3 Tips: When Being Heard Yet Not Seen

Webinars and teleconferences are on the rise. They are more and more an essential part of many businesses’ meeting and training solutions and rely heavily on the speaking voice. Often, as presenters, we can ignore the fact that our voices are creating the visuals on the phone conference, as well as enhancing the visuals for a webinar. When we only hear a voice – on the phone or radio for example – we fill in many visuals based on assumptions.  We decide how tall, how old, what gender, hair color, ethnicity, job, economic standing, and educational level; we often even decide what they are wearing.

How often do we see someone after having heard them first and say, “wow, that’s not at all what I thought he or she would look like.”
If we instinctively fill in the story and background, shouldn’t we, as presenters, consider giving more information with our vocal choices?  In professional settings, we often omit the vocal choices because it seems more professional to drop our pitch and keep a rather flat or monotone speaking quality.  We know, however, as listeners that we do not find this a helpful nor engaging experience because a great deal of detailed information is being left out of the message.

Think of the different meanings we can convey with the simple word “no.” With the combination of inflection, intonation, rhythm, i.e. our prosodic choices in voicing, the messaging of “no” can be altered to mean:
·      “Stop!”
·      “Are you kidding?”
·      “Is it really you?”
In some cases, one simple word can have the complete opposite meaning due to vocal variation.  As in the case of saying the word “really,” it can mean that you do believe or you don’t believe something. While often we worry about our word choice, we also must be aware that “how” we say something can change the entire meaning of a sentence.

Two Dangers:
One – you’ll put your audience to sleep or drive them to check their email because your tone is flat and lacks any variety.
Two – you’ll try some inflection but it is not connected to the meaning of the message and the sing-songy rhythm loses the meaning and the audience’s attention.


3 Essential Tips:

One.  Acknowledge that you can follow a speaker more easily if they have some vocal variety -prosodic qualities such as inflection, intonation, pauses, rhythmic changes, etc. If this helps you understand the meaning, then it most likely will help your listeners as well.
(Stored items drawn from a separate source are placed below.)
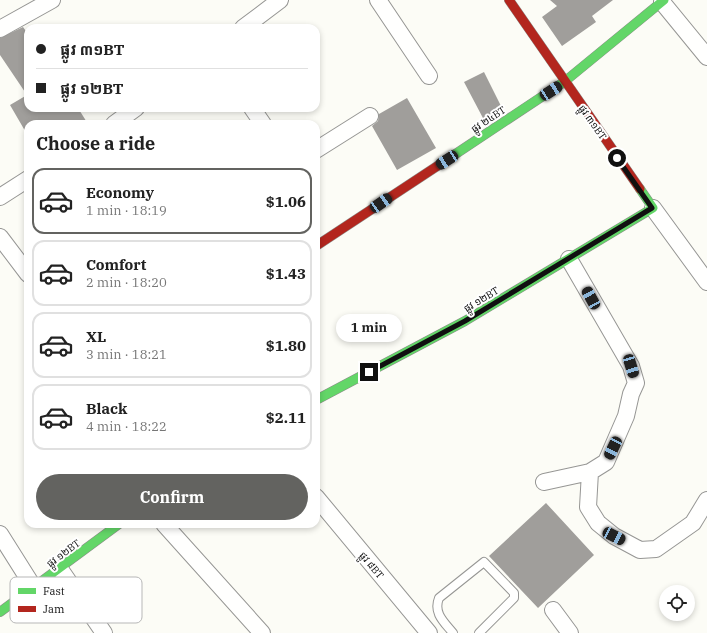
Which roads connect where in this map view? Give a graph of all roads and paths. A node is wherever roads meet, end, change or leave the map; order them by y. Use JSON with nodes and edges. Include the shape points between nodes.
{"nodes":[{"id":1,"x":52,"y":0,"type":"edge"},
{"id":2,"x":280,"y":0,"type":"edge"},
{"id":3,"x":378,"y":0,"type":"edge"},
{"id":4,"x":512,"y":1,"type":"edge"},
{"id":5,"x":663,"y":1,"type":"edge"},
{"id":6,"x":248,"y":24,"type":"edge"},
{"id":7,"x":0,"y":29,"type":"edge"},
{"id":8,"x":707,"y":57,"type":"edge"},
{"id":9,"x":429,"y":76,"type":"dead end"},
{"id":10,"x":564,"y":82,"type":"junction"},
{"id":11,"x":130,"y":112,"type":"edge"},
{"id":12,"x":370,"y":116,"type":"dead end"},
{"id":13,"x":120,"y":120,"type":"edge"},
{"id":14,"x":320,"y":147,"type":"edge"},
{"id":15,"x":24,"y":182,"type":"edge"},
{"id":16,"x":0,"y":197,"type":"edge"},
{"id":17,"x":652,"y":208,"type":"junction"},
{"id":18,"x":0,"y":238,"type":"edge"},
{"id":19,"x":320,"y":243,"type":"edge"},
{"id":20,"x":569,"y":259,"type":"junction"},
{"id":21,"x":24,"y":269,"type":"edge"},
{"id":22,"x":707,"y":282,"type":"edge"},
{"id":23,"x":320,"y":398,"type":"edge"},
{"id":24,"x":590,"y":472,"type":"junction"},
{"id":25,"x":544,"y":482,"type":"dead end"},
{"id":26,"x":707,"y":500,"type":"edge"},
{"id":27,"x":320,"y":502,"type":"edge"},
{"id":28,"x":114,"y":528,"type":"edge"},
{"id":29,"x":168,"y":528,"type":"edge"},
{"id":30,"x":0,"y":534,"type":"edge"},
{"id":31,"x":60,"y":569,"type":"junction"},
{"id":32,"x":27,"y":577,"type":"edge"},
{"id":33,"x":49,"y":577,"type":"edge"},
{"id":34,"x":66,"y":577,"type":"edge"},
{"id":35,"x":10,"y":605,"type":"edge"},
{"id":36,"x":553,"y":610,"type":"dead end"},
{"id":37,"x":0,"y":612,"type":"edge"},
{"id":38,"x":97,"y":623,"type":"edge"},
{"id":39,"x":104,"y":633,"type":"edge"},
{"id":40,"x":262,"y":633,"type":"edge"},
{"id":41,"x":429,"y":633,"type":"edge"},
{"id":42,"x":453,"y":633,"type":"edge"},
{"id":43,"x":479,"y":633,"type":"edge"},
{"id":44,"x":570,"y":633,"type":"edge"}],
"edges":[{"from":1,"to":7,"type":"street"},
{"from":2,"to":6,"type":"street"},
{"from":3,"to":9,"type":"street"},
{"from":4,"to":10,"type":"street","name":"ផ្លូវ ៣១BT"},
{"from":5,"to":8,"type":"street"},
{"from":5,"to":10,"type":"street","name":"ផ្លូវ ២៤BT"},
{"from":10,"to":17,"type":"street","name":"ផ្លូវ ៣១BT"},
{"from":10,"to":19,"type":"street","name":"ផ្លូវ ២៤BT"},
{"from":11,"to":13,"type":"street"},
{"from":12,"to":14,"type":"street"},
{"from":15,"to":16,"type":"street"},
{"from":17,"to":20,"type":"street","name":"ផ្លូវ ១២BT"},
{"from":17,"to":22,"type":"street","name":"ផ្លូវ ៣១BT"},
{"from":18,"to":21,"type":"street"},
{"from":20,"to":23,"type":"street","name":"ផ្លូវ ១២BT","via":[[465,321]]},
{"from":20,"to":24,"type":"street","via":[[631,366],[636,383],[626,416],[606,462]]},
{"from":24,"to":25,"type":"street"},
{"from":24,"to":26,"type":"street","via":[[588,506],[598,522],[614,536],[640,550],[656,549],[693,523]]},
{"from":27,"to":41,"type":"street","name":"ផ្លូវ ៨BT"},
{"from":28,"to":31,"type":"street","name":"ផ្លូវ ១២BT"},
{"from":29,"to":40,"type":"street"},
{"from":30,"to":32,"type":"street"},
{"from":31,"to":33,"type":"street","name":"ផ្លូវ ១២BT"},
{"from":31,"to":34,"type":"street"},
{"from":35,"to":37,"type":"street","name":"ផ្លូវ ១២BT"},
{"from":36,"to":44,"type":"street"},
{"from":38,"to":39,"type":"street"},
{"from":42,"to":43,"type":"lane","via":[[440,618],[436,604],[439,598],[484,562],[514,593],[514,598]]}]}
Some people fall into a monotone vocal choice they assume is more professional.  Actually, professional is when the message is delivered succinctly and clearly.  Vocal variation is essential for ease of message transfer.

Two.  Notice that you receive a great deal of information from how something is said.  You can tell if a friend is truly happy about something or not.  It’s more important how you share your message vocally than it is that you have the exact terms.   How you say it directly impacts what you are actually saying. Your audience can hear your commitment, your authenticity, your enthusiasm. — or lack thereof.
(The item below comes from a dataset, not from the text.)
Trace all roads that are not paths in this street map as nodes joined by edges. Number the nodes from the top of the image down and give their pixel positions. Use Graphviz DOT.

Three.  Practice using your smartphone or other simple recording device, and listen back to yourself.
Record this sentence,“we are implementing a new invoice system,” with these 3 variations:

1. As if it is truly going to be easier and make everyone’s life easier.
2. As if this is a ridiculous waste of money.
3. As if you couldn’t care less.

Listen back – listen for prosodic differences – inflection, intonation, rhythm, etc. Let someone else listen and check if they can hear any differences.  You may notice that you hold some words or parts of words longer.  You may change up the rhythm by going slowly through the first few words and then speeding up or vice versa. You may lift you voice or pitch on certain words or syllables. You may emphasize certain sounds within specific words.
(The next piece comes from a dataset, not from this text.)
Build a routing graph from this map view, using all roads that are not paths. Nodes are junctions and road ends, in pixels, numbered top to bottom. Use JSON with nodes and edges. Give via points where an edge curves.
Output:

When conducting a webinar or leading a phone conference, you may be speaking for an hour or more.  Be brave, take a risk and use some vocal variation. Remember, it must be connected to the meaning.  Be sure that the listeners can hear your opinion, hear the key points, hear your authenticity. Your voice can guide them to what is important and in turn they will remain engaged; hear the message and commit to action.